By Jason J. Fichtner
The latest Social Security Trustees’ report shows the
projected dates of insolvency for the program’s trust funds remain
largely unchanged. Regrettably, some misinterpret this as an indication
that Social Security doesn’t require immediate reform. Make no mistake:
There is a Social Security crisis.
Misunderstanding
the critical state of the program’s financial health will lead to grave
consequences for all of the program’s beneficiaries — both current and
future.
The 2014 report projects depletion of the
combined Old Age, Survivors, and Disability Insurance trust funds in
2033. Social Security has no borrowing authority, and after the trust
funds are exhausted there is only enough payroll tax revenue to cover a
projected 77 percent of benefits; meaning future benefit payments must
be reduced by about 23 percent. But the resulting cut in benefits will
actually be much worse for retirees, workers and the economy if we don’t
act now to reform Social Security.
In 2013, total
benefit costs offset by taxes on those benefits, plus administrative
expenses, came to $832 billion. Most, but not all, of this cost was
covered by payroll taxes ($726 billion), with the balance substantially
covered by interest ($103 billion) on money Congress “borrowed” from the
trust funds — which means Social Security is currently adding to the
deficit.
When the trust funds are depleted, the
upcoming year’s benefits will be suddenly and immediately reduced by
nearly $200 billion (in 2013 dollars), and not just for that year alone.

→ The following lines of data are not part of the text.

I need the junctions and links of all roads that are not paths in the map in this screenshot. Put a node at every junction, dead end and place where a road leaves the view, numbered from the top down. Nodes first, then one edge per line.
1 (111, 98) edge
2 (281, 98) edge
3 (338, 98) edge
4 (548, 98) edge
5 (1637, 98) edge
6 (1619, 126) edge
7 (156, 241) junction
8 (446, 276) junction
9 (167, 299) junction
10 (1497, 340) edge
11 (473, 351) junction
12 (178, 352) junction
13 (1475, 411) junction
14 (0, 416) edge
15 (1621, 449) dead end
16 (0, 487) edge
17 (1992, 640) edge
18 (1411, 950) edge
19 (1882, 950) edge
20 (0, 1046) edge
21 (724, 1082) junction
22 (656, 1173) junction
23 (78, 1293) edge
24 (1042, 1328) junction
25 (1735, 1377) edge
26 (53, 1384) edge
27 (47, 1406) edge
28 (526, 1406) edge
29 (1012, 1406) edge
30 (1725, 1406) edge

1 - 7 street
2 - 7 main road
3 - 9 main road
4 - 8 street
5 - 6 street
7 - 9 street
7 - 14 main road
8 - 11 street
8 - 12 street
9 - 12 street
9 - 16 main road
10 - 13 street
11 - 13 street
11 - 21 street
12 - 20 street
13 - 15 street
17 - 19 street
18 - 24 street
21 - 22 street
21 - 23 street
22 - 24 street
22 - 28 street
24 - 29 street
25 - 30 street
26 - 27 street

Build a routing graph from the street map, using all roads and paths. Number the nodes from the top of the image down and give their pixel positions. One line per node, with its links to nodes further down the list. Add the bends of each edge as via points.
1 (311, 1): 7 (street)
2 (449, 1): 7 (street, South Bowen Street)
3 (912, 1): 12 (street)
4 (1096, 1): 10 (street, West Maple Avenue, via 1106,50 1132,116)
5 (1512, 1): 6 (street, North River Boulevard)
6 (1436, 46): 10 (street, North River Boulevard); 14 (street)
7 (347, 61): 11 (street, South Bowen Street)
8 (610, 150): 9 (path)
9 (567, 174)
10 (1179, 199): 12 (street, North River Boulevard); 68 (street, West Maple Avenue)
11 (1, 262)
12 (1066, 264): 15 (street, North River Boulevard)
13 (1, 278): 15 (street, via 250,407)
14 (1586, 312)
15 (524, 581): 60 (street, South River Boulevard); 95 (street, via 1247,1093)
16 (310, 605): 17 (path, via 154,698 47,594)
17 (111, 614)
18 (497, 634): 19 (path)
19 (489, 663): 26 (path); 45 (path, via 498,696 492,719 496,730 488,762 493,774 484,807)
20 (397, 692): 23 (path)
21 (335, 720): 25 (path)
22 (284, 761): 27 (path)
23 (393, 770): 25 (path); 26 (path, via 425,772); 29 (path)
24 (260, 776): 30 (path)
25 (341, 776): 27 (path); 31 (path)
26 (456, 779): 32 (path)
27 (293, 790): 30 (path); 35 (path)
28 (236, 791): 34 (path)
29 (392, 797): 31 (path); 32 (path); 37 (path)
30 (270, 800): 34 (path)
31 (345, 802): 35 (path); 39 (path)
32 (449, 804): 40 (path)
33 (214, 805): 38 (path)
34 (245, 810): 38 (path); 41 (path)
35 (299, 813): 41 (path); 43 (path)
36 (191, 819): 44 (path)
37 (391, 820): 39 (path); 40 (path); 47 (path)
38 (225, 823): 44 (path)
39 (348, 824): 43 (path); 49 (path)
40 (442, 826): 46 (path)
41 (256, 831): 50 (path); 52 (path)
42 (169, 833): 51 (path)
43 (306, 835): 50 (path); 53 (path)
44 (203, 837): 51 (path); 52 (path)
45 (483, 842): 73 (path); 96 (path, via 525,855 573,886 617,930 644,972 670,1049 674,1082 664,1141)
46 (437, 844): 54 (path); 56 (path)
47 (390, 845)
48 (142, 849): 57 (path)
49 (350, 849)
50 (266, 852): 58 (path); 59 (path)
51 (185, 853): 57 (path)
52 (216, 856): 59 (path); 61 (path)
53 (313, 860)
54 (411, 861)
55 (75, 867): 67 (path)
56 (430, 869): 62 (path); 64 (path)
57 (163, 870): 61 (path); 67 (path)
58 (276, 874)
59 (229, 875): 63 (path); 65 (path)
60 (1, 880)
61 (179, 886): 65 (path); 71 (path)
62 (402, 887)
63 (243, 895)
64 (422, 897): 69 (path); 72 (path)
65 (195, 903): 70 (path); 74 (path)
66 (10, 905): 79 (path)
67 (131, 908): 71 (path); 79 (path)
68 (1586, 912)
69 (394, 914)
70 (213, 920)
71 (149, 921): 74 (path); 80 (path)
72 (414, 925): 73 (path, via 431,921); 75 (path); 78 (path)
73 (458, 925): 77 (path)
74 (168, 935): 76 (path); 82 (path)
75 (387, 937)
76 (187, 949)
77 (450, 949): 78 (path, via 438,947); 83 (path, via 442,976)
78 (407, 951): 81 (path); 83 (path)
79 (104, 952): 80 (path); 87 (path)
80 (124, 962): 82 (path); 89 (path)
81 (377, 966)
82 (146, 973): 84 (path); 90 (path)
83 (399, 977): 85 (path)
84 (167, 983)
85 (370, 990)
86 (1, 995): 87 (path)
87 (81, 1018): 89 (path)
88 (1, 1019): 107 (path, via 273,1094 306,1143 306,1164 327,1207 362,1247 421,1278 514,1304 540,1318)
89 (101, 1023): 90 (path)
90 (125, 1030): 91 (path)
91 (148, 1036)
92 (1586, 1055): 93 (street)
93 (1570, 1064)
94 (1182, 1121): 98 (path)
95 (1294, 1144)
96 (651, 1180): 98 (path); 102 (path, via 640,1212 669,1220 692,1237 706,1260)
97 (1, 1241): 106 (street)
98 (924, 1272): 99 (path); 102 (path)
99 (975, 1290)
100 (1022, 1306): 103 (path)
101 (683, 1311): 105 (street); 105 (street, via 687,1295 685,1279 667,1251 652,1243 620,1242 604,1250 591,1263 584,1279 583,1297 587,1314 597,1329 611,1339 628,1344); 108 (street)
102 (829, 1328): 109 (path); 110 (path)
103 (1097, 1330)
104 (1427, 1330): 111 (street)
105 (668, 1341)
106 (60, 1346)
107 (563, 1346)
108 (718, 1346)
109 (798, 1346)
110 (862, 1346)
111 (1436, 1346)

The 23 percent haircut will persist indefinitely without legislative
action. Gross Domestic Product includes government outlays, including
spending on entitlement programs. Hence, less social security spending
by definition results in a smaller GDP. Additionally, a sudden and large
reduction of social security benefits would also result in less private
consumption, since beneficiaries will have less money to spend, and
this too would presumably result in an additional corresponding negative
effect on GDP.
If the economy shrinks, relative to
where it was otherwise heading, the one-quarter reduction in Social
Security benefits will have a reverse dynamic effect on the economy; as
GDP falls, employment falls, income and taxable wages fall, and even
less payroll tax revenue will come into the Social Security program,
resulting in even further reductions to benefits beyond the 23 percent
haircut that will occur when the trust funds are depleted in 2033.
And
don’t mistakenly believe we can just raise payroll taxes to cover any
shortfall without also causing drastically harmful effects on the
economy. If we raised the payroll tax rate today, it would have to rise
from 12.4 percent to about 15.2 percent — that’s a nominal 23 percent
increase in the payroll tax rate. If we wait until 2033, the rate would
have to increase to approximately 16.5 percent; over 4 percentage points
higher than the payroll tax rate is today and a nominal 33 percent
increase.
But wait, it’s actually much worse than
that. Because Social Security benefits decline at a much slower rate
than GDP and payroll taxes, the benefit formulas result in benefit level
changes that considerably lag behind other changes in the economy,
especially during periods of decline. Further, disability applications
jump dramatically during economic downturns (increasing about 25 percent
during the Great Recession), and disability payment increases then
quickly follow. This puts even more financial pressure on Social
Security. Finally, fertility and immigration rates tend to decline
during times of economic stress — which, over the longer term, reduces
revenue coming into the program and adversely affects Social Security
financing.
What this all means is that the Social Security crisis that appears to be coming in 2033 is actually here now.
The
Social Security Trustees recommend that “lawmakers address the
projected trust fund shortfalls in a timely way in order to phase in
necessary changes gradually and give workers and beneficiaries time to
adjust to them.” While this phrasing reflects the traditionally reserved
tone of the Trustees, we simply cannot get around the facts the
trustees report lays out: the response to the Social Security crisis
cannot wait until 2033. The crisis is here now, and is a tsunami that
will drown us all and harm both retirees and workers. If we put off
immediate, meaningful reform and passively wait for the trust funds to
dry up, the ensuing reduction in Social Security benefits may well bring
with it a vicious cycle from which neither Social Security nor the
general economy will be able to escape.